What needs to be done:
Repeat the records below verbatim, and do not copy their pictures.

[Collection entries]
"""
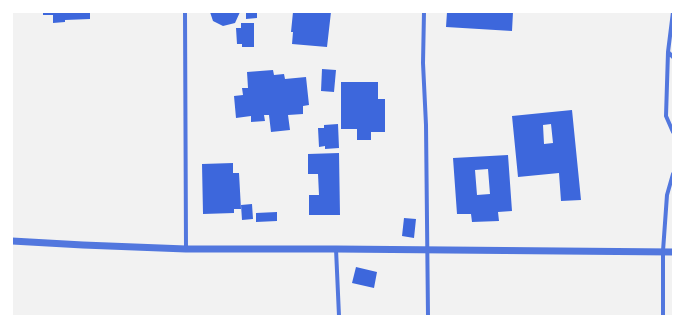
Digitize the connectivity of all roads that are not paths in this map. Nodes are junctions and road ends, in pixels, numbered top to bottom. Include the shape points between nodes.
1 (185, 12) edge
2 (424, 12) edge
3 (673, 12) edge
4 (668, 52) junction
5 (673, 57) edge
6 (673, 132) edge
7 (673, 174) edge
8 (12, 241) edge
9 (186, 249) junction
10 (336, 249) junction
11 (427, 250) junction
12 (663, 251) junction
13 (673, 252) edge
14 (339, 316) edge
15 (428, 316) edge
16 (663, 316) edge

1 - 9 street
2 - 11 street
3 - 4 street
4 - 5 street
4 - 6 street via 666,116
7 - 12 street via 667,195
8 - 9 street
9 - 10 street
10 - 11 street
10 - 14 street
11 - 12 street
11 - 15 street
12 - 13 street
12 - 16 street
"""
Your response:
Digitize the connectivity of all roads that are not paths in this map. Nodes are junctions and road ends, in pixels, numbered top to bottom. Include the shape points between nodes.
1 (185, 12) edge
2 (424, 12) edge
3 (673, 12) edge
4 (668, 52) junction
5 (673, 57) edge
6 (673, 132) edge
7 (673, 174) edge
8 (12, 241) edge
9 (186, 249) junction
10 (336, 249) junction
11 (427, 250) junction
12 (663, 251) junction
13 (673, 252) edge
14 (339, 316) edge
15 (428, 316) edge
16 (663, 316) edge

1 - 9 street
2 - 11 street
3 - 4 street
4 - 5 street
4 - 6 street via 666,116
7 - 12 street via 667,195
8 - 9 street
9 - 10 street
10 - 11 street
10 - 14 street
11 - 12 street
11 - 15 street
12 - 13 street
12 - 16 street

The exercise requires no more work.